Looking at the purpose of Metabase – facilitation of locating relevant Movement resources – topics are in the center. Without accurate topic tagging, it will be impossible for users to sort through the material and identify what they are looking for. At the same time, we often ran into problems when trying to add keywords to presentations and the like, especially those from outside our areas of expertise. While many conference programs have topics assigned to the sessions, they are often broad, such as collaboration or GLAM. In order to identify more informative keywords, like Creative Commons licenses or art museums, you have to read the session description, which we obviously only could do if the session in question was within our area of expertise and we could understand the description.

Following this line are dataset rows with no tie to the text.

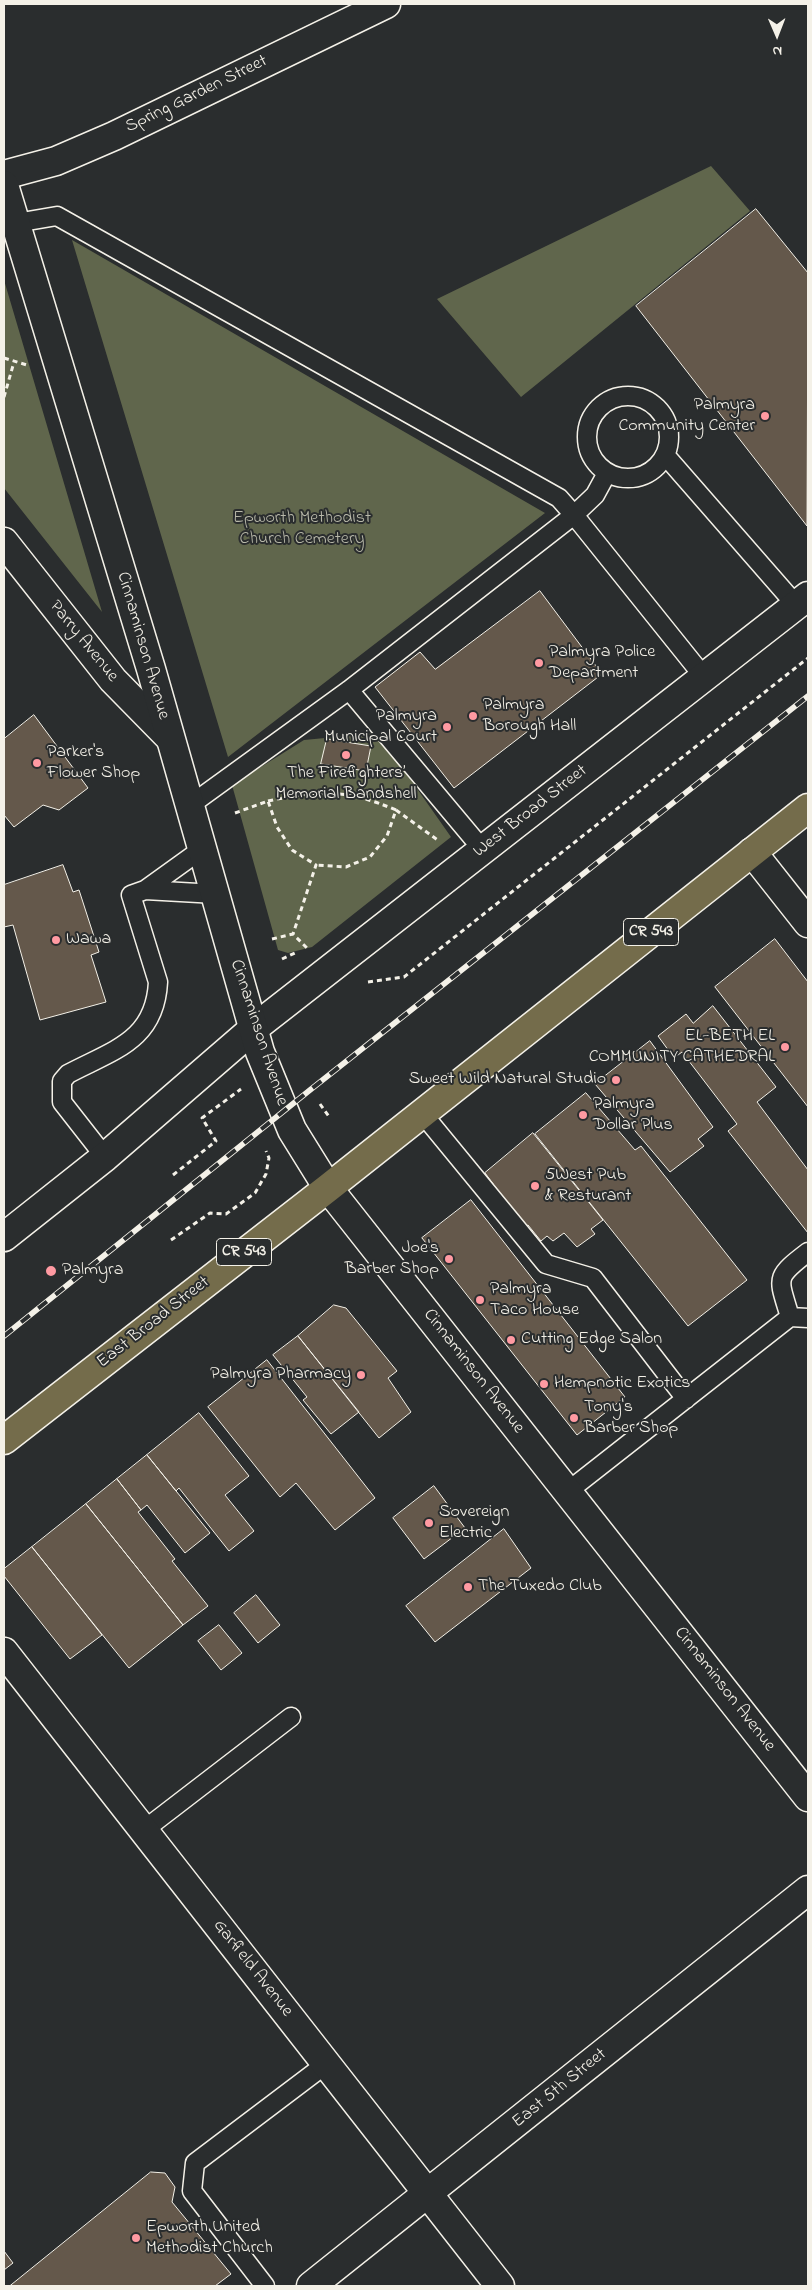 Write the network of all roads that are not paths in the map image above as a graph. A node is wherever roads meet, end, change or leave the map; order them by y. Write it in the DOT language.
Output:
graph roads {
  1 [pos="386,4"];
  2 [pos="4,175"];
  3 [pos="4,185"];
  4 [pos="16,223"];
  5 [pos="665,455"];
  6 [pos="607,473"];
  7 [pos="574,515"];
  8 [pos="4,542"];
  9 [pos="802,600"];
  10 [pos="704,677"];
  11 [pos="349,690"];
  12 [pos="169,736"];
  13 [pos="190,806"];
  14 [pos="808,808"];
  15 [pos="202,849"];
  16 [pos="483,850"];
  17 [pos="752,852"];
  18 [pos="145,890"];
  19 [pos="216,894"];
  20 [pos="808,923"];
  21 [pos="254,1030"];
  22 [pos="422,1113"];
  23 [pos="105,1157"];
  24 [pos="328,1188"];
  25 [pos="4,1237"];
  26 [pos="808,1252"];
  27 [pos="790,1317"];
  28 [pos="808,1318"];
  29 [pos="686,1399"];
  30 [pos="4,1440"];
  31 [pos="567,1492"];
  32 [pos="4,1652"];
  33 [pos="291,1717"];
  34 [pos="808,1796"];
  35 [pos="144,1830"];
  36 [pos="808,1890"];
  37 [pos="326,2064"];
  38 [pos="428,2195"];
  39 [pos="265,2286"];
  40 [pos="311,2286"];
  41 [pos="500,2286"];
  1 -- 2 [label="street, Spring Garden Street"];
  3 -- 4 [label="street, Cinnaminson Avenue"];
  4 -- 7 [label="lane"];
  4 -- 12 [label="street, Cinnaminson Avenue"];
  5 -- 6 [label="lane"];
  5 -- 6 [label="lane"];
  5 -- 9 [label="lane"];
  6 -- 7 [label="lane"];
  7 -- 10 [label="lane"];
  7 -- 11 [label="lane"];
  8 -- 12 [label="street, Parry Avenue"];
  9 -- 10 [label="street, West Broad Street"];
  10 -- 16 [label="street, West Broad Street"];
  11 -- 13 [label="lane"];
  11 -- 16 [label="lane"];
  12 -- 13 [label="street, Cinnaminson Avenue"];
  13 -- 15 [label="street, Cinnaminson Avenue"];
  14 -- 17 [label="main road, CR 543"];
  15 -- 18 [label="lane"];
  15 -- 19 [label="street, Cinnaminson Avenue"];
  16 -- 21 [label="street, West Broad Street"];
  17 -- 20 [label="street"];
  17 -- 22 [label="main road, CR 543"];
  18 -- 19 [label="lane"];
  18 -- 23 [label="lane"];
  19 -- 21 [label="street, Cinnaminson Avenue"];
  21 -- 23 [label="street"];
  21 -- 24 [label="street, Cinnaminson Avenue"];
  22 -- 24 [label="main road, CR 543"];
  22 -- 29 [label="lane"];
  23 -- 25 [label="street"];
  24 -- 30 [label="main road, East Broad Street / CR 543"];
  24 -- 31 [label="street, Cinnaminson Avenue"];
  26 -- 27 [label="lane"];
  27 -- 28 [label="lane"];
  27 -- 29 [label="lane"];
  29 -- 31 [label="lane"];
  31 -- 34 [label="street, Cinnaminson Avenue"];
  32 -- 35 [label="street, Garfield Avenue"];
  33 -- 35 [label="lane"];
  35 -- 37 [label="street, Garfield Avenue"];
  36 -- 38 [label="street, East 5th Street"];
  37 -- 38 [label="street, Garfield Avenue"];
  37 -- 39 [label="lane"];
  38 -- 40 [label="street, East 5th Street"];
  38 -- 41 [label="street, Garfield Avenue"];
}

Lack of external contributions

It should be noted that many of the challenges listed here stem from the fact that we were working on a proof of concept. As mentioned previously, we do not expect Wikimedia Sverige to actually fill Metabase with data all by ourselves. We have prepared a platform, a foundation on which the community can build upon. Hopefully, with some more users from outside of our organization, these problems will be resolved organically.

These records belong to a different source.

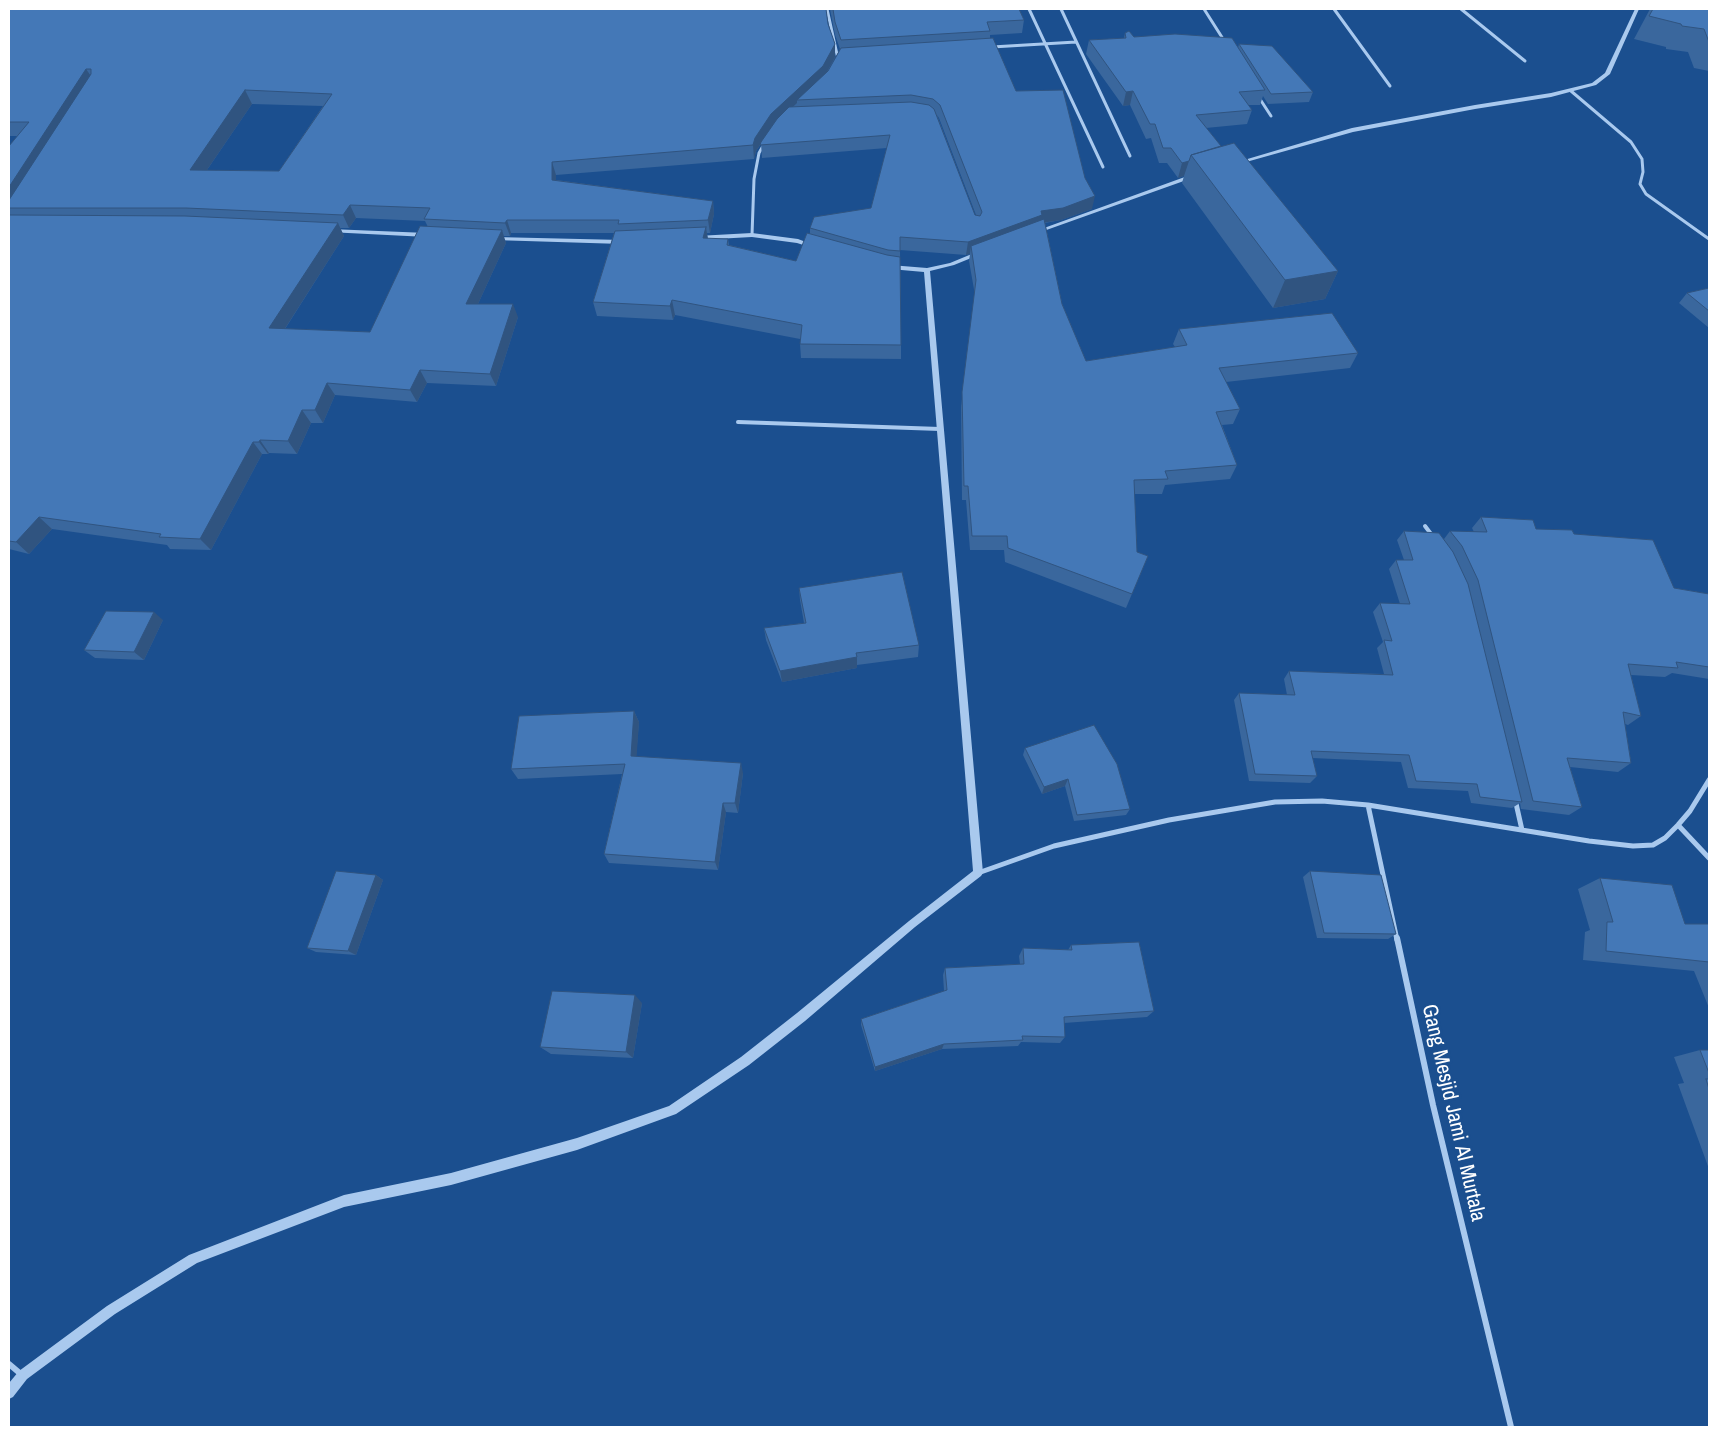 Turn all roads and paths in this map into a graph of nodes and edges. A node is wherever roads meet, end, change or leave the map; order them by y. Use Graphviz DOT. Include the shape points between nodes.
graph roads {
  1 [pos="827,9"];
  2 [pos="1030,9"];
  3 [pos="1061,9"];
  4 [pos="1204,9"];
  5 [pos="1334,9"];
  6 [pos="1461,9"];
  7 [pos="1637,9"];
  8 [pos="1076,42"];
  9 [pos="1044,44"];
  10 [pos="986,47"];
  11 [pos="1229,50"];
  12 [pos="837,62"];
  13 [pos="1525,62"];
  14 [pos="1390,86"];
  15 [pos="1255,91"];
  16 [pos="1571,91"];
  17 [pos="1270,116"];
  18 [pos="764,145"];
  19 [pos="1130,156"];
  20 [pos="1234,164"];
  21 [pos="1103,167"];
  22 [pos="1197,175"];
  23 [pos="322,230"];
  24 [pos="431,235"];
  25 [pos="752,235"];
  26 [pos="1026,236"];
  27 [pos="490,238"];
  28 [pos="693,238"];
  29 [pos="1709,239"];
  30 [pos="629,241"];
  31 [pos="816,247"];
  32 [pos="989,249"];
  33 [pos="880,264"];
  34 [pos="927,270"];
  35 [pos="738,422"];
  36 [pos="940,429"];
  37 [pos="1425,526"];
  38 [pos="1440,545"];
  39 [pos="1709,780"];
  40 [pos="1513,792"];
  41 [pos="1368,805"];
  42 [pos="1678,825"];
  43 [pos="1522,830"];
  44 [pos="1709,858"];
  45 [pos="978,873"];
  46 [pos="9,1364"];
  47 [pos="23,1375"];
  48 [pos="9,1393"];
  49 [pos="1511,1427"];
  1 -- 12 [label="street" via="839,57"];
  2 -- 9 [label="street"];
  3 -- 8 [label="street"];
  4 -- 11 [label="street"];
  5 -- 14 [label="street"];
  6 -- 13 [label="street"];
  7 -- 16 [label="street" via="1607,74 1594,84"];
  8 -- 9 [label="street"];
  8 -- 19 [label="street"];
  9 -- 10 [label="street"];
  9 -- 21 [label="street"];
  15 -- 17 [label="street"];
  16 -- 20 [label="street" via="1352,130"];
  16 -- 29 [label="street" via="1631,142 1642,159 1640,184 1646,194"];
  18 -- 25 [label="street" via="754,178"];
  22 -- 26 [label="street"];
  23 -- 24 [label="street"];
  25 -- 28 [label="street"];
  25 -- 31 [label="street" via="798,241"];
  27 -- 30 [label="street"];
  32 -- 34 [label="street"];
  33 -- 34 [label="street"];
  34 -- 36 [label="street"];
  35 -- 36 [label="street"];
  36 -- 45 [label="street"];
  37 -- 38 [label="street"];
  39 -- 42 [label="street"];
  40 -- 43 [label="street"];
  41 -- 43 [label="street"];
  41 -- 45 [label="street" via="1322,801 1275,802 1169,820 1054,846"];
  41 -- 49 [label="street, Gang Mesjid Jami Al Murtala" via="1433,1105"];
  42 -- 43 [label="street" via="1653,845 1589,841"];
  42 -- 44 [label="street"];
  45 -- 47 [label="street" via="745,1061 672,1110 577,1144 451,1179 344,1201 193,1259 111,1310"];
  46 -- 47 [label="street"];
  47 -- 48 [label="street"];
}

At the same time, we are aware that developing the initial structure of Metabase completely on our own creates certain limits. We have had a small number of people working on it, on and off, for a short period of time, which carries a risk that the modeling solutions we have developed will not prove usable to other members of the Movement. It is not only until they have tested contributing to and using Metabase, as well as given feedback on its structure and vision, that we can know it actually is a useful project.

Conclusions and ideas for future work

The idea of collecting the resources created by the community is not new. For example, the Wikimedia Foundation made an attempt to aggregate the information about events and initiatives contained in the This Month in GLAM Newsletter. We are aware of and impressed by this information collection initiative, and we have started investigating ways to collaborate and make use of the data, so that it becomes accessible to more people through Metabase.

There's also been an initiative to collect the information about the different tools used in different stages of GLAM content partnerships projects, conducted as part of the preparatory work for establishing the Content Partnerships Hub. There have been attempts to catalog the many tools the Movement uses as well, such as the Toolhub and Hay's Tools Directory. Affiliates around the world have their tools and knowledge repositories, such as newsletters, wikis and blogs. All the conferences and other events we organize, from Wikimania to local meet-ups, are described in different places.

In other words, there's plenty of area to both make the work of knowledge collectors easier and set up knowledge seekers for success. We imagine that Metabase can become a hub where all these sorts of information can be collected on a shared platform, accessible to all. Information collectors in our Movement do amazing work in less than perfect conditions, with the plethora of platforms and tools available. And collecting the information is only the beginning – it is not actually useful unless everyone interested is able to quickly and easily find what they are looking for.

However, for the platform to succeed, it is necessary that as many people as possible contribute to it. Our work with data input to date has been experimental and exploratory – we wanted to test several approaches to the data collection, from both an event and a thematic point of view. Wikimedia Sverige – or any one affiliate – does not have the skills or resources necessary to track all the activities of affiliates and volunteers around the world. We hope that we have shown that Metabase is a platform worthy of investing time and effort into, and we are looking forward to assisting those who would like to do that.